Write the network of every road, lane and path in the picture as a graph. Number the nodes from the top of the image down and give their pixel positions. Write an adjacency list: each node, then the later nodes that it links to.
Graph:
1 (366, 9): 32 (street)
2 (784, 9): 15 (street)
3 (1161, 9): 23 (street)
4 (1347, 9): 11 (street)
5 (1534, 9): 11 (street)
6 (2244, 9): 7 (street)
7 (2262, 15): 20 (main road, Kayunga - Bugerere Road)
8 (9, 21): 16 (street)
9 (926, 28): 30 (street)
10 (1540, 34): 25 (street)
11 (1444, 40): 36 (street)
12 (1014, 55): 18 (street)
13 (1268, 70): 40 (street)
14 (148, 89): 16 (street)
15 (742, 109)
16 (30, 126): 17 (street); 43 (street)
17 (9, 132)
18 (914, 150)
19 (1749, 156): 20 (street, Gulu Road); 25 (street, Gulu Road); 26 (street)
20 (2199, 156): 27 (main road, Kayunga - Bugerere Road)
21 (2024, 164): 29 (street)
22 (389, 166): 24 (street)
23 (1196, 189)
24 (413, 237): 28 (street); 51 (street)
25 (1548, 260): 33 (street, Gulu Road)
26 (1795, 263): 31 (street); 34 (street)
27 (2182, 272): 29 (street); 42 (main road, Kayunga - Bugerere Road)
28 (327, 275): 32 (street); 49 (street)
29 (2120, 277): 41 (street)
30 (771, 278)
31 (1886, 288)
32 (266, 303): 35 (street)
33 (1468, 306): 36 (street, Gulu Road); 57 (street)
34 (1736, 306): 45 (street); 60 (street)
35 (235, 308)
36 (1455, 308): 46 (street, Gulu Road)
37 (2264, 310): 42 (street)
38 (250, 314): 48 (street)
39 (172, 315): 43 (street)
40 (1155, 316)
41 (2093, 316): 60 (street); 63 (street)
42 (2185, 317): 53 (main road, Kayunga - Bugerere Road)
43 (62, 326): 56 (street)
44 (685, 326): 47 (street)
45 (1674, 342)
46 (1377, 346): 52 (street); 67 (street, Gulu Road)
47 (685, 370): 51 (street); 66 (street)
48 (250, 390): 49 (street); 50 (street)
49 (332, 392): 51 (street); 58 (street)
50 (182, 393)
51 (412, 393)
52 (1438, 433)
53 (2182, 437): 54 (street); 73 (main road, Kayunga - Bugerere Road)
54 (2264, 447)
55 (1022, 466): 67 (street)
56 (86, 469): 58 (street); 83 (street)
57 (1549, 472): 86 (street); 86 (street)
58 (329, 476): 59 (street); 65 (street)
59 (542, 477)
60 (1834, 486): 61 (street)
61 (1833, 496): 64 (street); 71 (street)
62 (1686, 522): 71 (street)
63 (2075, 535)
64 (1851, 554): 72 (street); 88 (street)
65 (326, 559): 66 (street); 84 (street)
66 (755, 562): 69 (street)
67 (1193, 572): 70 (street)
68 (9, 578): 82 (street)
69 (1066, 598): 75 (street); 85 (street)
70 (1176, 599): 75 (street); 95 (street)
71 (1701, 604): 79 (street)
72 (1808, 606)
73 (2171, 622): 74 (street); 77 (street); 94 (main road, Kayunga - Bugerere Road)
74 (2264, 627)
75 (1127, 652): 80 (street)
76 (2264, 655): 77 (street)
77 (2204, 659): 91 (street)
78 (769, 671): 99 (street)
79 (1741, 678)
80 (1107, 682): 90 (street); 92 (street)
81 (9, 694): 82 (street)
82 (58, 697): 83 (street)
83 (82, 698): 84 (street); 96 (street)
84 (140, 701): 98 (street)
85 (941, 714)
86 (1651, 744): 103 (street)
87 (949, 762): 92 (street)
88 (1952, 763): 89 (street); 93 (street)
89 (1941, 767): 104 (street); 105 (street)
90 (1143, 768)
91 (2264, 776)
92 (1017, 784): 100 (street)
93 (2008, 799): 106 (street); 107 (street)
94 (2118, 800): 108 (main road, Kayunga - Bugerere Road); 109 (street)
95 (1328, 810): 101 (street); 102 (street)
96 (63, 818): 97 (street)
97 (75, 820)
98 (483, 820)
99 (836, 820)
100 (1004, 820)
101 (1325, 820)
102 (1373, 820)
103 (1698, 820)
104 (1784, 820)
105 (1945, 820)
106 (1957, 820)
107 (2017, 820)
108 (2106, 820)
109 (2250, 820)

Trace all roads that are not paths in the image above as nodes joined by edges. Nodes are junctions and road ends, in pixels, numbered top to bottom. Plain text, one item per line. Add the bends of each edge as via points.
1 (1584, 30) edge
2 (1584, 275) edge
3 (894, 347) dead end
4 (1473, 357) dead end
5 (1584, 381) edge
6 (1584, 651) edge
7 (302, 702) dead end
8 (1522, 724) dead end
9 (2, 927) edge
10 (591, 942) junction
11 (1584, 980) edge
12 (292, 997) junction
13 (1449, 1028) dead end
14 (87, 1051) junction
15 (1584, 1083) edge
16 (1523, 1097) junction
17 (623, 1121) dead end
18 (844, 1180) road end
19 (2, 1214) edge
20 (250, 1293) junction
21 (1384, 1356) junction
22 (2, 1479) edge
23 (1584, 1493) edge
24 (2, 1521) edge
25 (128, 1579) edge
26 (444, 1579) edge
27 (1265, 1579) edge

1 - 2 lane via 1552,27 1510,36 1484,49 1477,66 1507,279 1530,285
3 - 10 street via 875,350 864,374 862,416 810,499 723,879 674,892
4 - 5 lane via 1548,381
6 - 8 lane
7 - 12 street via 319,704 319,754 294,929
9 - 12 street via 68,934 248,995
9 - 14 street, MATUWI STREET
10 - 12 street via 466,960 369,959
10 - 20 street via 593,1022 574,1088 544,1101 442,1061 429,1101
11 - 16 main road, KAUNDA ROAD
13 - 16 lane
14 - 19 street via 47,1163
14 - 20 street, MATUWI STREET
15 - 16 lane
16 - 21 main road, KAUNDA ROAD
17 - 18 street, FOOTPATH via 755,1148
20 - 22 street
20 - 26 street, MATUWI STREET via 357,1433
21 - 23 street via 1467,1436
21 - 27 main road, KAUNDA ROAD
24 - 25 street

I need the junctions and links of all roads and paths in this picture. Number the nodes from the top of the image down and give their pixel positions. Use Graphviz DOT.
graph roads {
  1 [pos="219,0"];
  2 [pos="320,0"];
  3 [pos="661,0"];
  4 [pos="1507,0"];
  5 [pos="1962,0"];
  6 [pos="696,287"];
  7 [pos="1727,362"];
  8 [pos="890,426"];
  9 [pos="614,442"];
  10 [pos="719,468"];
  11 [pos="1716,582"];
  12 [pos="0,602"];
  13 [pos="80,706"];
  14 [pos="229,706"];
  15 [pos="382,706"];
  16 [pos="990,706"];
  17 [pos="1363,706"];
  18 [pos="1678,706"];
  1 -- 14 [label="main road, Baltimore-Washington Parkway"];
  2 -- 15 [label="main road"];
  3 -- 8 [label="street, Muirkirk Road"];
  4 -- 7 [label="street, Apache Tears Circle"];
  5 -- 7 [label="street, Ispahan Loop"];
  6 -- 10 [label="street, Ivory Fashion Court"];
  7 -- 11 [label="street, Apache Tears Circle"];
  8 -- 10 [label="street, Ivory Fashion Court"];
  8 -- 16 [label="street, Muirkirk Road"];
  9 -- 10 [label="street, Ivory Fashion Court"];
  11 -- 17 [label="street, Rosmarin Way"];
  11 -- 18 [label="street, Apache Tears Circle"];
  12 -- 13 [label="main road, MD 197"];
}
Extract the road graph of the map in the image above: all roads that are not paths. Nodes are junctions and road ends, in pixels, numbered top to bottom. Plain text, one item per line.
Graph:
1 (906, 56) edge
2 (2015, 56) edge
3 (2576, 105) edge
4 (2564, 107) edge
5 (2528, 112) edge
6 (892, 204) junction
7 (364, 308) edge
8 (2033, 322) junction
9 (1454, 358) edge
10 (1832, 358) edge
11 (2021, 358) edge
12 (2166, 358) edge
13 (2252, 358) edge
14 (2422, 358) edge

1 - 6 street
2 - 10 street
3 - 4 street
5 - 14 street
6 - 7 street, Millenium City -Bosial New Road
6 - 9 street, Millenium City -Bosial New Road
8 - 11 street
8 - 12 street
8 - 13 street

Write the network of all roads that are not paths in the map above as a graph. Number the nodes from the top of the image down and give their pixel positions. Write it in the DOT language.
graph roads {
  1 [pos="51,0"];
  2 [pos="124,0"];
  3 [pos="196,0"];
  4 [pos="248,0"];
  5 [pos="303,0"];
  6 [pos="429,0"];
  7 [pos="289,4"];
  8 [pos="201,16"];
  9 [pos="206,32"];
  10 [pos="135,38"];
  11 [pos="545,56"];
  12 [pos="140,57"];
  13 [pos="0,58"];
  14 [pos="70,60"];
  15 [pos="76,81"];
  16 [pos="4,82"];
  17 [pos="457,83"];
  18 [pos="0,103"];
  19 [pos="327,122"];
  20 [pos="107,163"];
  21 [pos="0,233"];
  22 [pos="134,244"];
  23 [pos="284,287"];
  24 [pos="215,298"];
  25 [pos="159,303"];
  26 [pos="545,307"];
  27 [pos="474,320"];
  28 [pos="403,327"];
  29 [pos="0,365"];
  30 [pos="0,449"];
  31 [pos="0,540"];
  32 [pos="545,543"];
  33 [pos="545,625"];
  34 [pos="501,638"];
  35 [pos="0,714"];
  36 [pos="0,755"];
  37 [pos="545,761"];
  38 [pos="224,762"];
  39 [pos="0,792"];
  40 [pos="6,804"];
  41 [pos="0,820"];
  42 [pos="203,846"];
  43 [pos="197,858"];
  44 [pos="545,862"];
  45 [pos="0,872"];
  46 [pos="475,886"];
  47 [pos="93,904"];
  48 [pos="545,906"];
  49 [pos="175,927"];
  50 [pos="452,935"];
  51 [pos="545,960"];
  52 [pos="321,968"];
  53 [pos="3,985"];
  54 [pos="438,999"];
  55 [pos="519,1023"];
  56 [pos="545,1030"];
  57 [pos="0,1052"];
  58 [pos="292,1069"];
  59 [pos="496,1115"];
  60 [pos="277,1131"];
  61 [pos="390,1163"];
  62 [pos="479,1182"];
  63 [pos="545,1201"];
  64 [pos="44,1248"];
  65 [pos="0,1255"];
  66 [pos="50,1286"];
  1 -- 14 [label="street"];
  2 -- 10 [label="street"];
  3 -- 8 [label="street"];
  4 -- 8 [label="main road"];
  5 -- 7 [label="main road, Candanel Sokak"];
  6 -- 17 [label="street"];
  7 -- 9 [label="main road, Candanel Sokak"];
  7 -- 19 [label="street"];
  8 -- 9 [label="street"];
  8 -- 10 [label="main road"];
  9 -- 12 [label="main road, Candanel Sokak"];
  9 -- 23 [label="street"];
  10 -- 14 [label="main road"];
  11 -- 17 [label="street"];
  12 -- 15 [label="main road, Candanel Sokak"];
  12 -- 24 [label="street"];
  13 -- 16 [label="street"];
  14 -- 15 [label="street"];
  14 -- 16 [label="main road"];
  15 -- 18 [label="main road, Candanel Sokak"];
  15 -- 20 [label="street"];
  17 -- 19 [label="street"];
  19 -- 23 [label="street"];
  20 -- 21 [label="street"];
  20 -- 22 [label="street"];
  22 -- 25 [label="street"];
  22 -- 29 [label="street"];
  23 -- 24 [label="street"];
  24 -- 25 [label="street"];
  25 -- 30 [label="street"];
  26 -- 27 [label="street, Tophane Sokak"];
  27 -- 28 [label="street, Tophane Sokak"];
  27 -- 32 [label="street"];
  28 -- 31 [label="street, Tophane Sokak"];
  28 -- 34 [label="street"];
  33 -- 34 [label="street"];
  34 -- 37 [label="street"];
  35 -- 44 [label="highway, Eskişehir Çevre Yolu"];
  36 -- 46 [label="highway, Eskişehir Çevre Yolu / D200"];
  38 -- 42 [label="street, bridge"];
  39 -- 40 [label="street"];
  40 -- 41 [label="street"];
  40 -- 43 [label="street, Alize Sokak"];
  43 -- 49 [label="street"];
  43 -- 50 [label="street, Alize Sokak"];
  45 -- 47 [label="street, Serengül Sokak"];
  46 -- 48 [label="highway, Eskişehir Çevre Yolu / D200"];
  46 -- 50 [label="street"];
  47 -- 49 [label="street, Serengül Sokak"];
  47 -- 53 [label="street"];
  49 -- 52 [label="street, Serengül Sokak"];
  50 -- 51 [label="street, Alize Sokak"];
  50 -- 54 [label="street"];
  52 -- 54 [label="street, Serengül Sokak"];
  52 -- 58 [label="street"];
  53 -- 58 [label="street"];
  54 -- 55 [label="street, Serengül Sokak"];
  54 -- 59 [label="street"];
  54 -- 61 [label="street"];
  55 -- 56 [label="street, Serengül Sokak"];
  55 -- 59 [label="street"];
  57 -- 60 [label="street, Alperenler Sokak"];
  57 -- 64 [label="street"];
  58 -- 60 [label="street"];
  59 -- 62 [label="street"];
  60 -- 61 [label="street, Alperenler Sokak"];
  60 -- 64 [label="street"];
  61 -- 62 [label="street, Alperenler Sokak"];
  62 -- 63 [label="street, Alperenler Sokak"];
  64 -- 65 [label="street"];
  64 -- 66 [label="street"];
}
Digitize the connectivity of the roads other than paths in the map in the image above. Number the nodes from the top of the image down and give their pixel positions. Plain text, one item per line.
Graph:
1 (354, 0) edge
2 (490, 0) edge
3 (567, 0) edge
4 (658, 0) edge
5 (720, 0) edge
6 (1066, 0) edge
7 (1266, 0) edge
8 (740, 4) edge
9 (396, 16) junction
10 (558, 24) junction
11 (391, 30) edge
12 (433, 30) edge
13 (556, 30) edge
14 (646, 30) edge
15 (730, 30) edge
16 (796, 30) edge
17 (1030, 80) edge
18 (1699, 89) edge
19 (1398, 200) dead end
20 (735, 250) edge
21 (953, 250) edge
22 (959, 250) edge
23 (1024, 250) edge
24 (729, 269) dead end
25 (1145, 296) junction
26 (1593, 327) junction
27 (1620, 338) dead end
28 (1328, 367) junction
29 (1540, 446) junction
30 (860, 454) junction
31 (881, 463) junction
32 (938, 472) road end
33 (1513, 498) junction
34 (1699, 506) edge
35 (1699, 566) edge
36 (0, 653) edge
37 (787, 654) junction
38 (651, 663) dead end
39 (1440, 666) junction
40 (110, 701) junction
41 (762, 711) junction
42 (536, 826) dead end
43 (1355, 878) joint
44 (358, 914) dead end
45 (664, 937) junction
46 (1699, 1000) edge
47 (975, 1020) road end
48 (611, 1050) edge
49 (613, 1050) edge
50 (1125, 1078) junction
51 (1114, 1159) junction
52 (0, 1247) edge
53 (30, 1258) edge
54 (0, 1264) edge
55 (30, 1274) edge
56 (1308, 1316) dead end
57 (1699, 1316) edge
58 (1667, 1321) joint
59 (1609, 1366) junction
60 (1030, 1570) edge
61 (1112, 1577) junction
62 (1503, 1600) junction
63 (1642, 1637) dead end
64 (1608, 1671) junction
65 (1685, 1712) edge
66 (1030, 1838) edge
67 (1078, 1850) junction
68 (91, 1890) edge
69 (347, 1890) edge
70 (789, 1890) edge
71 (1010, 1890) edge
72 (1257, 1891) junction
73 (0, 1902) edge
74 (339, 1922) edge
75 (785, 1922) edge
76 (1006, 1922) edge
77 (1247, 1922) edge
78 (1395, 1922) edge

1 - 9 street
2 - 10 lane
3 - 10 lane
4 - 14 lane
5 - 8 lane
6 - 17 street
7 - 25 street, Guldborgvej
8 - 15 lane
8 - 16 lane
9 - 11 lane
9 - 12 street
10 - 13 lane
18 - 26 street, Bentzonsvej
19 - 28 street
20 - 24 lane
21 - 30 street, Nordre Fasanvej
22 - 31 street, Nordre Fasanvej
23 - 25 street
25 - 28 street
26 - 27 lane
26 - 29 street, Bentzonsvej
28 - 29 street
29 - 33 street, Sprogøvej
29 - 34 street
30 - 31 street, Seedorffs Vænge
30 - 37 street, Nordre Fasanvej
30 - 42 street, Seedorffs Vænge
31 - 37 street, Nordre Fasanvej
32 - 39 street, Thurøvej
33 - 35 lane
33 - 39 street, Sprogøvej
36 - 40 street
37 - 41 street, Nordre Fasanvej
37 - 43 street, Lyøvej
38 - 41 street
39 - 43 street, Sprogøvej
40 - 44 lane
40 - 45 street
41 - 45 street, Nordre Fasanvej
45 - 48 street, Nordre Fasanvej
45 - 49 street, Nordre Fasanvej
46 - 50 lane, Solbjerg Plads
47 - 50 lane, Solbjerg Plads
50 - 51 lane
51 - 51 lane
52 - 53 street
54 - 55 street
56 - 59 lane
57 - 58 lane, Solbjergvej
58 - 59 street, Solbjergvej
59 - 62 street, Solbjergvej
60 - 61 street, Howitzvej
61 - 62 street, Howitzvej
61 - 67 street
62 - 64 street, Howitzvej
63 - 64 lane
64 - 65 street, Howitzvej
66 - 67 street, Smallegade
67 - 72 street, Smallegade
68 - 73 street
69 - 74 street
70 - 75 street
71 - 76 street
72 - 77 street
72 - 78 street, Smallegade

# Task requirements:
Isolate the lines above that contain the word "Bentzonsvej" and copy them.

# Answer space:
18 - 26 street, Bentzonsvej
26 - 29 street, Bentzonsvej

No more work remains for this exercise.